References allow you to create complex data structures made up of a combination
of hashes, lists and scalars.
Perl Is Object Oriented
Perl supports all of the object-oriented features—inheritance, polymorphism, and
encapsulation. There are no restrictions on when or where you make use of objectoriented
features. There is no boundary as there is with C and C++.
Perl Is Collaborative
There is a huge network of Perl programmers worldwide. Most programmers supply,
and use, the modules and scripts available via CPAN, the Comprehensive Perl Archive
Network (see Web Appendix B at www.osborne.com). This is a repository of the
best modules and scripts available. Using an existing prewritten module can save you
hundreds, perhaps even thousands, of hours of development time.
Compiler or Interpreter
Different languages work in different ways; they are either compiled or interpreted.
A program in a compiled language is translated from the original source into a platformspecific
machine code. This machine code is referred to as an executable. There is no
direct relation between the machine code and the original source: it is not possible to
reverse the compilation process and produce the source code. This means that the
compiled executable is safe from intellectual property piracy.
With an interpreted language, on the other hand, the interpreter reads the original
source code and interprets each of the statements in order to perform the different
operations. The source code is therefore executed at run time. This has some advantages:
Because there is no compilation process, the development of interpreted code should
be significantly quicker. Interpreted code also tends to be smaller and easier to
distribute. The disadvantages are that the original source must be supplied in order
to execute the program, and an interpreted program is generally slower than a
compiled executable because of the way the code is executed.

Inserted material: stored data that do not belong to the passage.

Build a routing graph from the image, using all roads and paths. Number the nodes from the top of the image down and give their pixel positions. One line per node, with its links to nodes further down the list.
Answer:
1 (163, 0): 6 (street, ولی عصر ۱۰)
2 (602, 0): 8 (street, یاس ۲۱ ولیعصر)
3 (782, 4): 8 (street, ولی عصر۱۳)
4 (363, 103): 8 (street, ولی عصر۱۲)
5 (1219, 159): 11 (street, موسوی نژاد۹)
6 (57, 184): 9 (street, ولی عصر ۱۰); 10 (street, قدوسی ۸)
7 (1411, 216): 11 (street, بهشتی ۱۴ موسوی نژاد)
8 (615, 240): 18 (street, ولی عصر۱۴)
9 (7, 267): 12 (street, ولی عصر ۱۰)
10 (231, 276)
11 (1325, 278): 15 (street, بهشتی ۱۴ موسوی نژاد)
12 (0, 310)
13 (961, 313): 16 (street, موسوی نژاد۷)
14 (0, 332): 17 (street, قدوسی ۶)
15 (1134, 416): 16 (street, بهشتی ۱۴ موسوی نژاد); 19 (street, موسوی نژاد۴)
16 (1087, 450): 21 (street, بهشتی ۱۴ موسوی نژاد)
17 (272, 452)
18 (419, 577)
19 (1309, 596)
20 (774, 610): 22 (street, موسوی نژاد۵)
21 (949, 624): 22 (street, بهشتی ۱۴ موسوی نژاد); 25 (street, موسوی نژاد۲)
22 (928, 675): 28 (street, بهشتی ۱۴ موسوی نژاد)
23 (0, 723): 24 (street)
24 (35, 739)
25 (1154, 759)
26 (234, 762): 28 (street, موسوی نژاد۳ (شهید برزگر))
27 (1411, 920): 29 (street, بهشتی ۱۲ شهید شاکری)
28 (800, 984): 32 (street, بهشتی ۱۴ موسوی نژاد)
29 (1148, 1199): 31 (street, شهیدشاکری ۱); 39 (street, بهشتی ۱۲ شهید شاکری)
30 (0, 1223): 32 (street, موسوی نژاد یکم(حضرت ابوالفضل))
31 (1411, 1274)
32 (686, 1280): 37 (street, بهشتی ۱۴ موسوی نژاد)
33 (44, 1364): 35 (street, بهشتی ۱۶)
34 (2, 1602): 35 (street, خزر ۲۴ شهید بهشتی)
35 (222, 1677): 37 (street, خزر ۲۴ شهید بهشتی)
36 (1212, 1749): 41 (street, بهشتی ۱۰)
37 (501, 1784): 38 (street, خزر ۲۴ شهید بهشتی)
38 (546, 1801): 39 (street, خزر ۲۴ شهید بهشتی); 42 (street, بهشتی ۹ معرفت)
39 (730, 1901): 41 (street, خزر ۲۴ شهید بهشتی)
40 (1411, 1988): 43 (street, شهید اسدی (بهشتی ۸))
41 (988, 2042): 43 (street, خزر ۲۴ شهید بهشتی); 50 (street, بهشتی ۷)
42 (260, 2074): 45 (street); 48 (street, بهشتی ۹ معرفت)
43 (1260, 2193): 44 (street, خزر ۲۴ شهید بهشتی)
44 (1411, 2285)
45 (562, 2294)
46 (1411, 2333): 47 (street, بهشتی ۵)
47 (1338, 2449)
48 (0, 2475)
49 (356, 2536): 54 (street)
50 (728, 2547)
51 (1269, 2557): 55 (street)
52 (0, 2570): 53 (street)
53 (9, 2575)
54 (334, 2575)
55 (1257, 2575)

Perl fits neither of these descriptions in the real sense. The internals of Perl are
such that at the time of executing a Perl script, the individual elements of the script are
compiled into a tree of opcodes. Opcodes are similar in concept to machine code—the
binary format required by the processor in your machine. However, whereas machine
code is executed directly by hardware, opcodes are executed by a Perl virtual machine.
The opcodes are highly optimized objects designed to perform a specific function.
When the script is executed you are essentially executing compiled C code, translated
from the Perl source. This enables Perl to provide all the advantages of a scripting
language while offering the fast execution of a compiled program. This mode of
operation—translation and then execution by a virtual machine is actually how most
modern scripting languages work, including Java (using Just In Time technology)
and Python.
Keeping all of that in mind, however, there have been some advances in the most
recent versions of a Perl compiler that takes native Perl scripts and converts them into
directly executable machine code. We’ll cover the compiler and Perl internals later in
this book.
Similar Programming Languages
We already know that Perl has its history in a number of different languages. It shares
several features and abilities with many of the standard tools supplied with any Unix
workstation. It also shares some features and abilities with many related languages,
even if it doesn’t necessarily share the same heritage.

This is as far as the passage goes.